Catherine Cusset est une écrivaine française née en 1963.

La haine de la famille - Catherine Cusset

De l'intérêt de ne pas avoir d'écrivain dans sa famille...
Note :

   J'ai dû m'y reprendre à plusieurs fois pour terminer "La haine de la famille" de Catherine Cusset. Non que l'écriture en soit lourde ou l'histoire inintéressante mais parce que j'avais la désagréable impression de devenir voyeure tant le lecteur se doute que cette famille, haute en couleurs, a beaucoup de parenté avec celle de l'auteure.
   
   Marie, la narratrice se met d'ailleurs peu en scène, préférant se concentrer sur le reste de sa parentèle. Sa mère, toujours vêtue de rouge, qui a mené une carrière brillante au barreau, mais estime que sa vie est vide.

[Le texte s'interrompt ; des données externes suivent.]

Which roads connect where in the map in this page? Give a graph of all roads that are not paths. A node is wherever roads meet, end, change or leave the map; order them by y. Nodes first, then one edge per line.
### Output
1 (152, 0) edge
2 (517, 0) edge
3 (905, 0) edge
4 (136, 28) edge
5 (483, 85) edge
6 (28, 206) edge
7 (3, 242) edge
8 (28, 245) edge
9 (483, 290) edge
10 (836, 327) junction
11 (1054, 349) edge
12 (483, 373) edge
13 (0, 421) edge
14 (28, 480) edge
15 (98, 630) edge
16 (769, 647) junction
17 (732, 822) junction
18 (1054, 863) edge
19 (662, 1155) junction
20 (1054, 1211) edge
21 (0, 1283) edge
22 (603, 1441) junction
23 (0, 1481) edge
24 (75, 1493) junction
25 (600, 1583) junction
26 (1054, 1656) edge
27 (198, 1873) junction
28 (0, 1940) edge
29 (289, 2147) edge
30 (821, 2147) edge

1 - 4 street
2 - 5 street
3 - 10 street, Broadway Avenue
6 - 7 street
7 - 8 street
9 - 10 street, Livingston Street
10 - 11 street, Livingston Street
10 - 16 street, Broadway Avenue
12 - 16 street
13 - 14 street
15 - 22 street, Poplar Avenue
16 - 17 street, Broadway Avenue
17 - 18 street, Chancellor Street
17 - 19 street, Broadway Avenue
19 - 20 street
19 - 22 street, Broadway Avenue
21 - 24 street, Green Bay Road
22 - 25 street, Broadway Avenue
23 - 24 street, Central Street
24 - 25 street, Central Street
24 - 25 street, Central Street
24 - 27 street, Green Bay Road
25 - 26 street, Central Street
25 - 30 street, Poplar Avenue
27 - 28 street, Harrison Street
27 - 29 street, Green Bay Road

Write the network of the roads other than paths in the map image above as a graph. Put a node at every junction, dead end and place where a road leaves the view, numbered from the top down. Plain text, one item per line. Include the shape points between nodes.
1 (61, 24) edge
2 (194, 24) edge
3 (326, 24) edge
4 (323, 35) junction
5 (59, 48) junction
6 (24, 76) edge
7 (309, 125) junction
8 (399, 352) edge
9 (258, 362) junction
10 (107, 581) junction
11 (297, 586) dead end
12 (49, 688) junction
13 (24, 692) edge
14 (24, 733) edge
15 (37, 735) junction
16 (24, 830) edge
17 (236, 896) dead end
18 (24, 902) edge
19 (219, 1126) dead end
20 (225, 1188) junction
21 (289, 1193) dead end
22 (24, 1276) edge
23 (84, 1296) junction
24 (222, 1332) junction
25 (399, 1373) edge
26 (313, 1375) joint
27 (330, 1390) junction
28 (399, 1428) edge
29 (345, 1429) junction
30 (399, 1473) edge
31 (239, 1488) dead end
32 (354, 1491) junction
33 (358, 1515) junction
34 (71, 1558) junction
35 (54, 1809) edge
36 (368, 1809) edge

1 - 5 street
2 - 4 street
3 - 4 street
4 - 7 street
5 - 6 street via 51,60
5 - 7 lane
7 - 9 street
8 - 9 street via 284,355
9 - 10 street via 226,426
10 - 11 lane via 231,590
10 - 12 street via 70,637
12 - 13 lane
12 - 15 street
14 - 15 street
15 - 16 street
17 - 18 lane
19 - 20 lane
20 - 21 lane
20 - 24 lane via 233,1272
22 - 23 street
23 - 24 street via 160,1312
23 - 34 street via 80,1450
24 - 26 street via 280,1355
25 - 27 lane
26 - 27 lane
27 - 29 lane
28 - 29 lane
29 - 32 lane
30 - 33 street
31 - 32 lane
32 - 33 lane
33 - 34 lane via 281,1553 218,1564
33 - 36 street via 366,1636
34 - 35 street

Son père qui ne cesse de rouspéter, n'arrivant pas à endiguer le désordre causé par ses enfants, sa femme ou sa belle-mère.
   
   Rien ne nous est épargné de la constipation des unes ou des autres (ou des crottes flottant dans la mer sous le nez de celle qui vient de se soulager...), de l'apparente irresponsabilité d'une soeur qui collectionne les amants et les enfants mais entreprend à 40 ans des études de médecine.
   
   Quant à la grand-mère, petite bonne femme d'un mètre cinquante, elle a tenu tête aux policiers français venus l'arrêter pendant la Seconde Guerre Mondiale, a sauvé ses filles par son aplomb mais termine sa vie d'une manière déchirante...
   
   Pas de morale à ce récit, à nous de nous dépatouiller avec cette famille pas si haïe que cela -bien au contraire- et qui ressemble un peu à la nôtre...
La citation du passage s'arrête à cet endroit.